The 60/40 rule has existed for marketers for more than a decade. Brand gets 60 per cent, performance gets 40 per cent, a split rooted in Les Binet and Peter Field’s, The Long and Short of It. New Zealand marketing effectiveness expert and strategist James Hurman, who has released a new book ‘Future Demand’, thinks that number has moved.
Hurman isn’t declaring that Binet and Field were wrong, but argues that newer research consistently lands somewhere different. His book draws on a wave of post-2022 studies, all conducted after the mass rise of influencer marketing, programmatic and performance channels, and all point to 50/50 as the optimal brand-to-performance ratio for overall ROI.
Google’s Effectiveness Equation study found that companies spending roughly half on brand and half on performance saw the highest overall return on their marketing investment. Tilting too far in either direction degraded ROI.
Analytic Partners ran a similar analysis across the thousands of companies in its global database and reached the same conclusion.
“Anytime anyone’s gone into a different market and studied advertising effectiveness in this way, they’ve always found that it works just the same. Markets work the same way in every single country, and humans make decisions the same way,” Hurman told B&T.
According to Hurman, most companies are nowhere near that mix with short-termism plaguing effectiveness.
“The way that business in general views advertising means that marketers are really influenced to spend most of their budgets on chasing short-term results,” he told B&T.
“We’ve kind of optimised ourselves into a plateau.”
Performance marketing produced measurable results, whilst brand investment didn’t, at least not in ways that were easy to defend in a quarterly business review.
So in response, budgets shifted and shifted again. Each time overall ROI declined slightly and the conclusion drawn wasn’t that performance marketing was being over-indexed, but that brand must be getting less effective.
“[Three-quarters of US marketers are experiencing diminishing returns on their performance spend. Two-thirds of marketers say that campaign metrics are looking successful on dashboards, yet failing to deliver any real growth,” Hurman said.
‘Ads don’t cause sales, they win greater share’
The core argument Hurman makes in Future Demand is that this happened not necessarily because of marketers, but the CFOs and boards around them.
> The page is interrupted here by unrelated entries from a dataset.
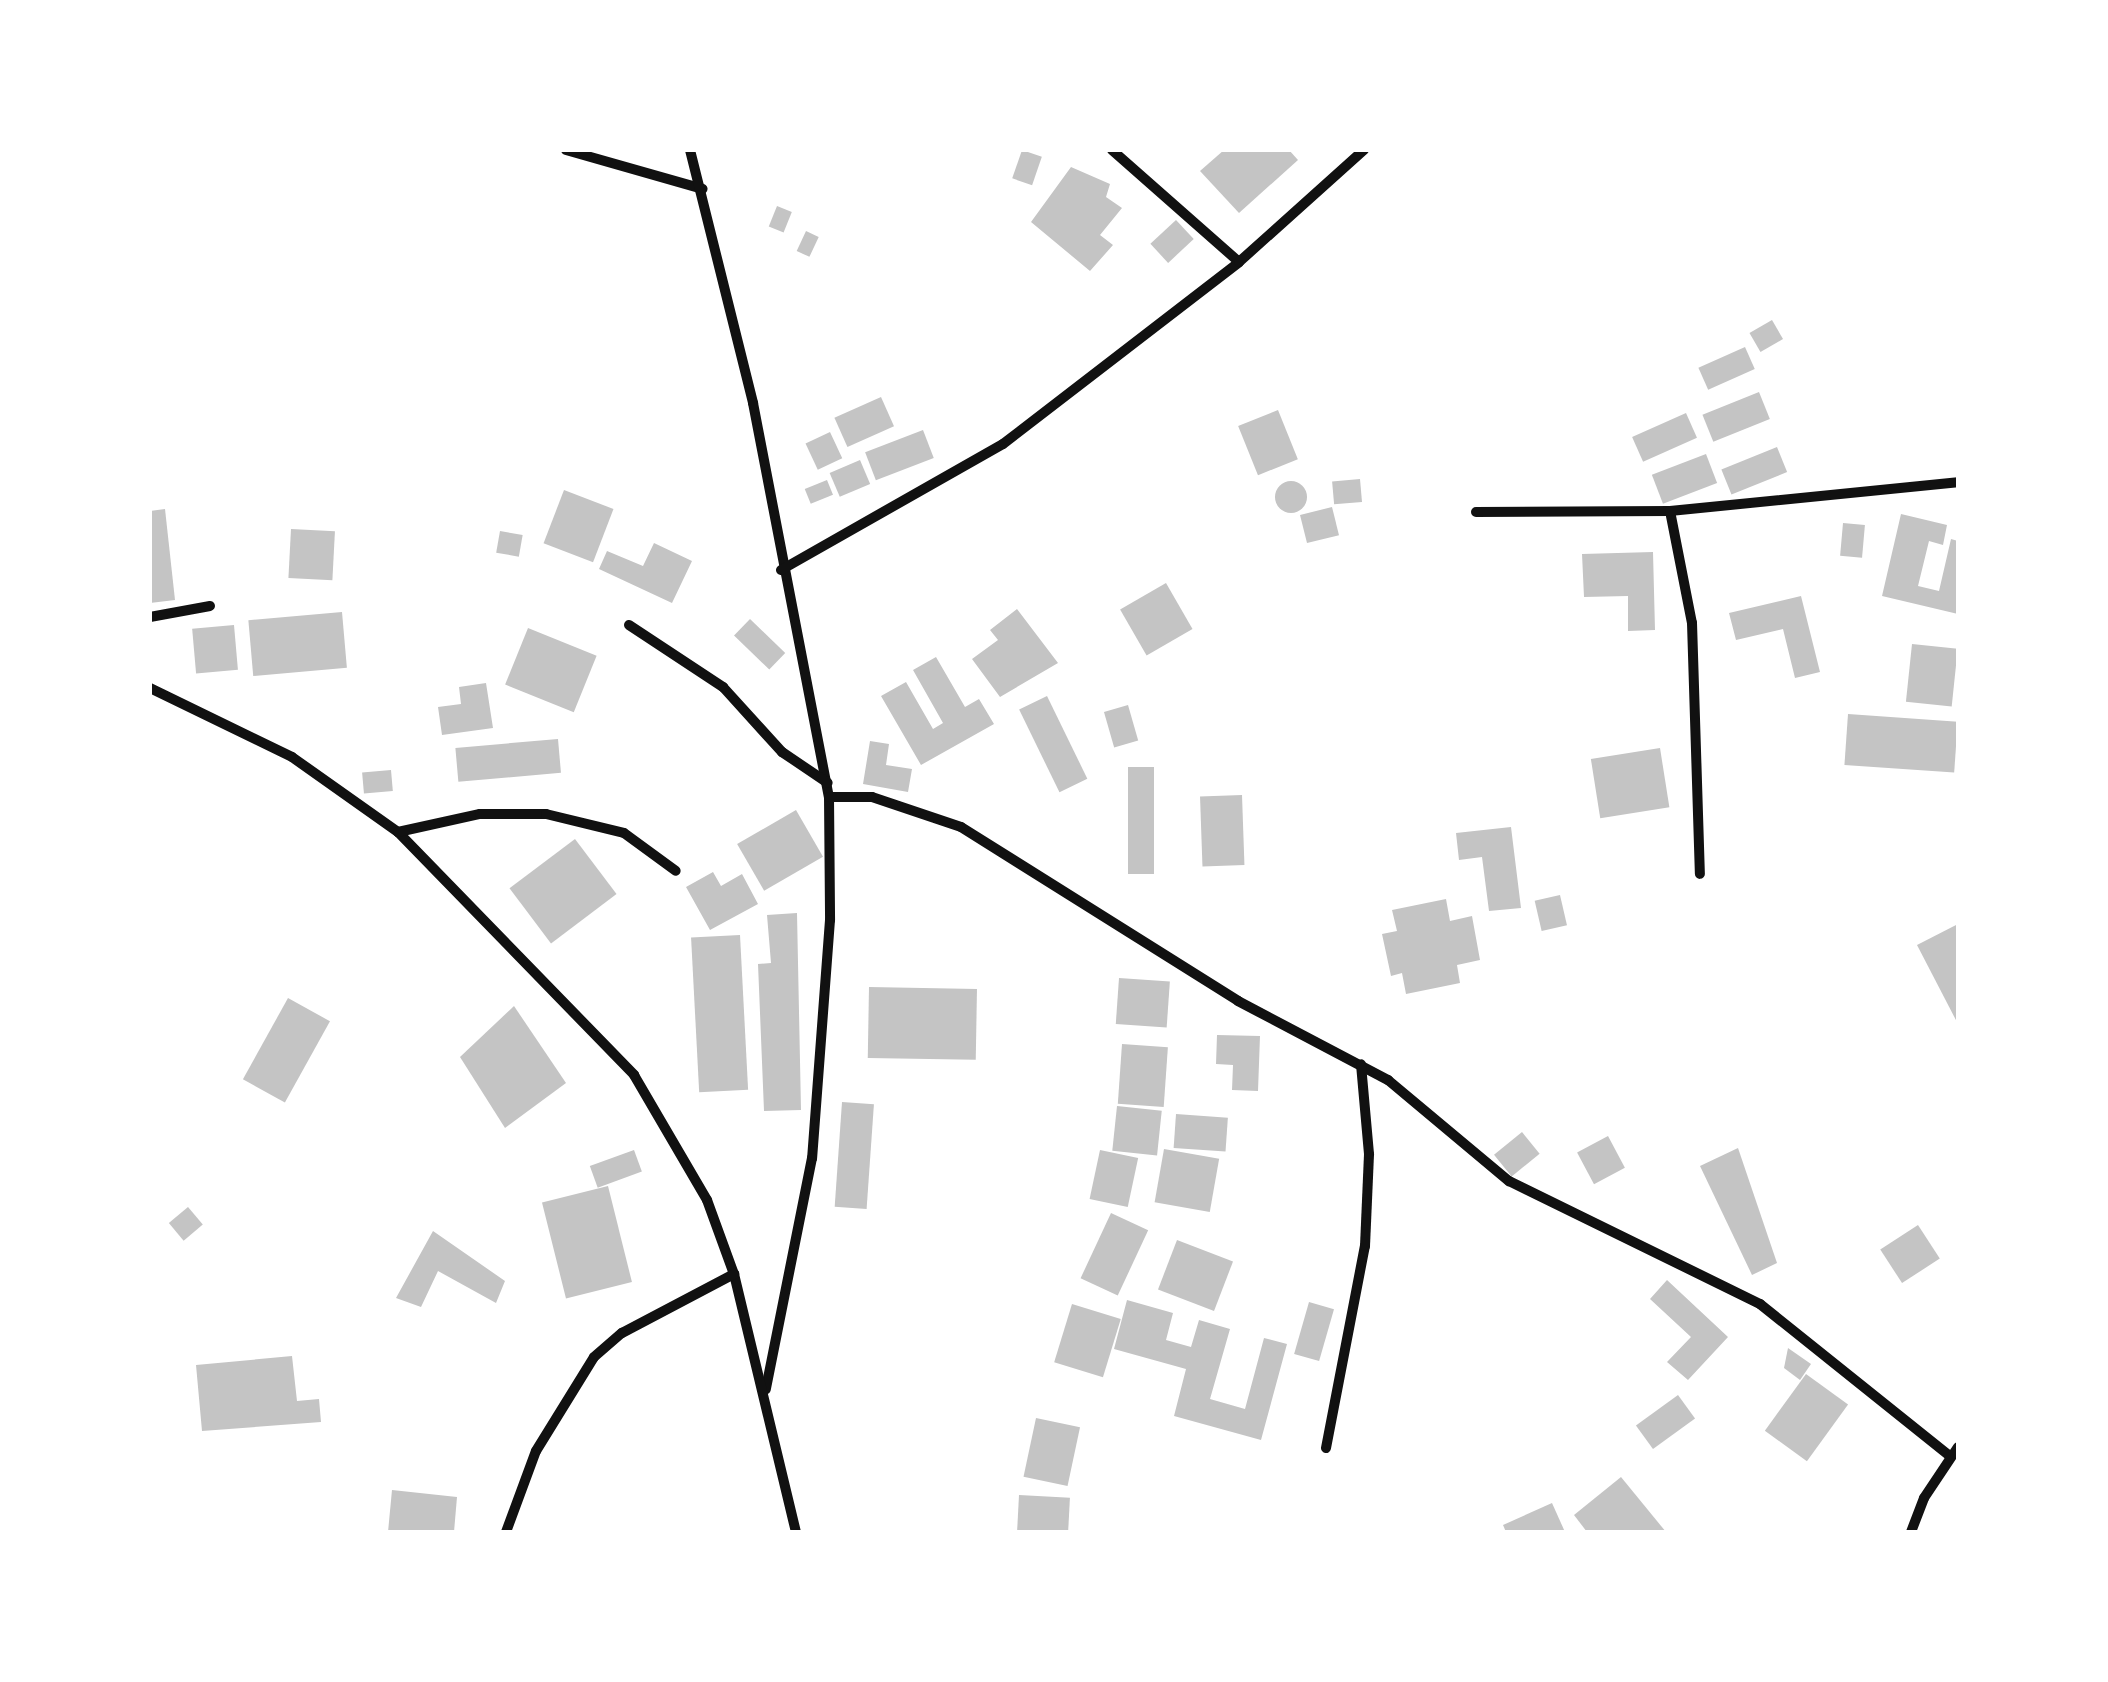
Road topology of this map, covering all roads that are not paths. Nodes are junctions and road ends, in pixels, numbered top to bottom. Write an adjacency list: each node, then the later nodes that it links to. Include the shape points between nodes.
1 (566, 150): 5 (street)
2 (690, 150): 5 (street)
3 (1112, 150): 6 (street)
4 (1364, 150): 6 (street)
5 (703, 188): 10 (street, via 753,403)
6 (1239, 262): 10 (street, via 1003,444)
7 (1958, 482): 8 (street)
8 (1670, 511): 9 (street); 19 (street, via 1692,622)
9 (1476, 512)
10 (781, 570): 15 (street)
11 (210, 606): 12 (street)
12 (150, 617)
13 (629, 625): 15 (street, via 723,687 782,752)
14 (150, 688): 17 (street, via 292,757)
15 (828, 784): 16 (street)
16 (830, 796): 20 (street, via 872,797 961,827 1238,1001); 22 (street, via 830,920 812,1158)
17 (398, 832): 18 (street, via 480,814 546,814 624,833); 21 (street, via 634,1074 707,1200)
18 (676, 871)
19 (1700, 874)
20 (1361, 1064): 23 (street, via 1366,1246); 24 (street, via 1509,1182 1760,1304)
21 (734, 1274): 22 (street); 25 (street, via 622,1333 594,1356 536,1451)
22 (766, 1390): 26 (street)
23 (1326, 1448)
24 (1954, 1451): 27 (street)
25 (506, 1532)
26 (796, 1532)
27 (1911, 1532)

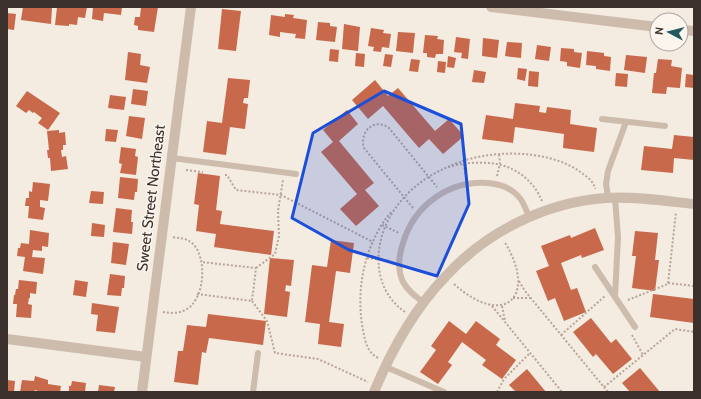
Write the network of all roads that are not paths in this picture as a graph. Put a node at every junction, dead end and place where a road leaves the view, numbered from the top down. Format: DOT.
graph roads {
  1 [pos="191,7"];
  2 [pos="490,7"];
  3 [pos="649,26"];
  4 [pos="602,118"];
  5 [pos="626,122"];
  6 [pos="665,126"];
  7 [pos="172,158"];
  8 [pos="296,174"];
  9 [pos="611,198"];
  10 [pos="694,204"];
  11 [pos="529,217"];
  12 [pos="595,267"];
  13 [pos="613,294"];
  14 [pos="424,303"];
  15 [pos="635,327"];
  16 [pos="7,339"];
  17 [pos="258,353"];
  18 [pos="146,357"];
  19 [pos="387,365"];
  20 [pos="375,389"];
  21 [pos="142,392"];
  22 [pos="253,392"];
  23 [pos="444,392"];
  1 -- 7 [label="street, Sweet Street Northeast"];
  2 -- 3 [label="street"];
  4 -- 5 [label="lane"];
  5 -- 6 [label="lane"];
  5 -- 9 [label="lane"];
  7 -- 8 [label="lane"];
  7 -- 18 [label="street, Sweet Street Northeast"];
  9 -- 10 [label="street"];
  9 -- 11 [label="street"];
  9 -- 13 [label="lane"];
  11 -- 14 [label="street"];
  11 -- 14 [label="lane"];
  12 -- 13 [label="lane"];
  13 -- 15 [label="lane"];
  14 -- 19 [label="street"];
  16 -- 18 [label="street"];
  17 -- 22 [label="lane"];
  18 -- 21 [label="street, Sweet Street Northeast"];
  19 -- 20 [label="street"];
  19 -- 23 [label="lane"];
}
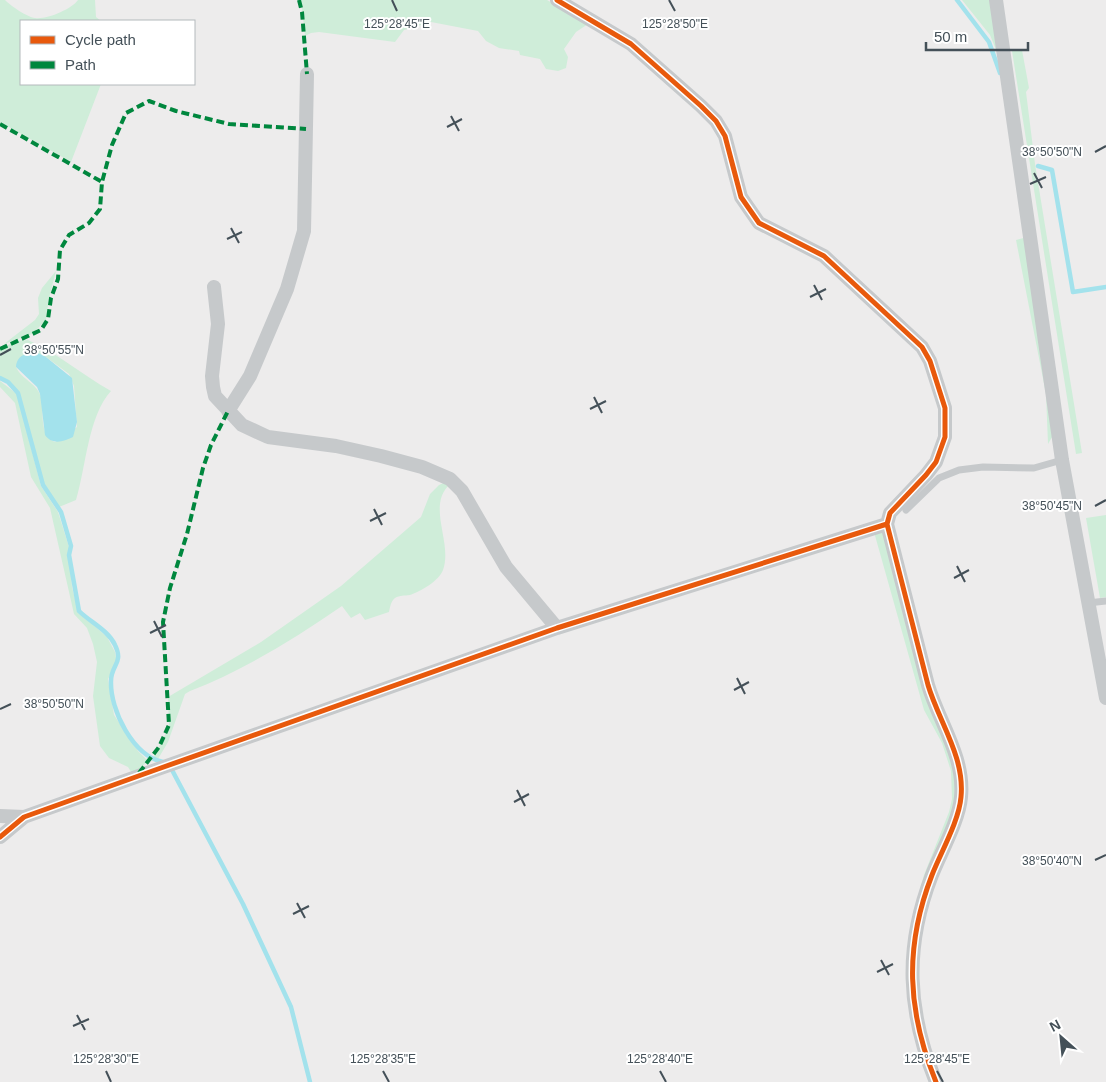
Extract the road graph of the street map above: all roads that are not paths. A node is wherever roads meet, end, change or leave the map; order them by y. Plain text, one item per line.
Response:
1 (557, 0) edge
2 (996, 0) edge
3 (307, 74) dead end
4 (214, 287) dead end
5 (228, 411) junction
6 (1062, 460) junction
7 (906, 510) dead end
8 (887, 524) junction
9 (1106, 601) edge
10 (1088, 603) junction
11 (557, 628) junction
12 (1106, 698) edge
13 (0, 816) edge
14 (24, 817) junction
15 (0, 837) edge
16 (936, 1082) edge

1 - 8 street
2 - 6 street
3 - 5 street
4 - 5 street
5 - 11 street
6 - 7 lane
6 - 10 street
8 - 11 street
8 - 16 street
9 - 10 lane
10 - 12 street
11 - 14 street
13 - 14 street
14 - 15 street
The prevailing assumption is that advertising causes sales. You put an ad in front of someone, it persuades them, they buy.
The problem, Hurman said, is that the evidence has never supported this.
“Advertising doesn’t cause sales, but it does ensure brands win a greater share of them,” he said. “Larger brands tend to experience better advertising effectiveness. If you’re a big, well-known brand, your advertising tends to work better. Then applying creativity on top of that makes it go even further.”
His alternative model draws on a growing body of behavioural science and effectiveness research. He argued that what advertising does is ensure brands win a greater share of the sales that were already going to happen by doing two distinct jobs.
The first is creating future demand and warming up buyers who aren’t in the market yet. The second is converting current demand and getting the smaller group of people who are actively in-market right now to act on that bias and choose you.
A WPP Media and Said Business School study of 1.2 million purchase journeys found that 84 per cent of the time, people chose a brand they were already predisposed toward before they entered the market. The decision, in other words, was largely made before the performance marketing ever fired.
“There’s a very strong link between brand awareness and conversion rate. As brand awareness goes up, so does conversion rate. Conversion rate is not a factor of how good the performance marketing is. Conversion rate is a factor of how good the brand marketing was,” Hurman said.
The practical upshot is that the brand versus performance debate which has consumed marketing circles for years may be a false one. The two aren’t competing for budget but compounding each other. When you strip out the brand spend, you don’t just lose long-term growth, you make your short-term performance marketing less effective at the same time.
“The most familiar brands in the world, the Apples and the Nikes and the Coca Colas, they take the lion’s share of sales, not because their ads are more persuasive. Their ads work better because their brands are so much more familiar to so many more people,” he said.
“We need to continually be biasing people towards us, growing the familiarity of our brand and we also need to be constantly harvesting that demand. If we do too much of one or the other, we’re not harvesting as much demand as we could possibly create from the total budget that we’ve got.”
Hurman pointed to Telstra under Brent Smart and New Zealand used car retailer Turners as real-world proof the approach works.
“If you can do it for a used car company, you can definitely do it for anything,” he told B&T.
Hurman’s Future Demand is available now. The book also comes with an AI-powered app that allows marketers to interrogate its findings and generate shareable white papers and slides.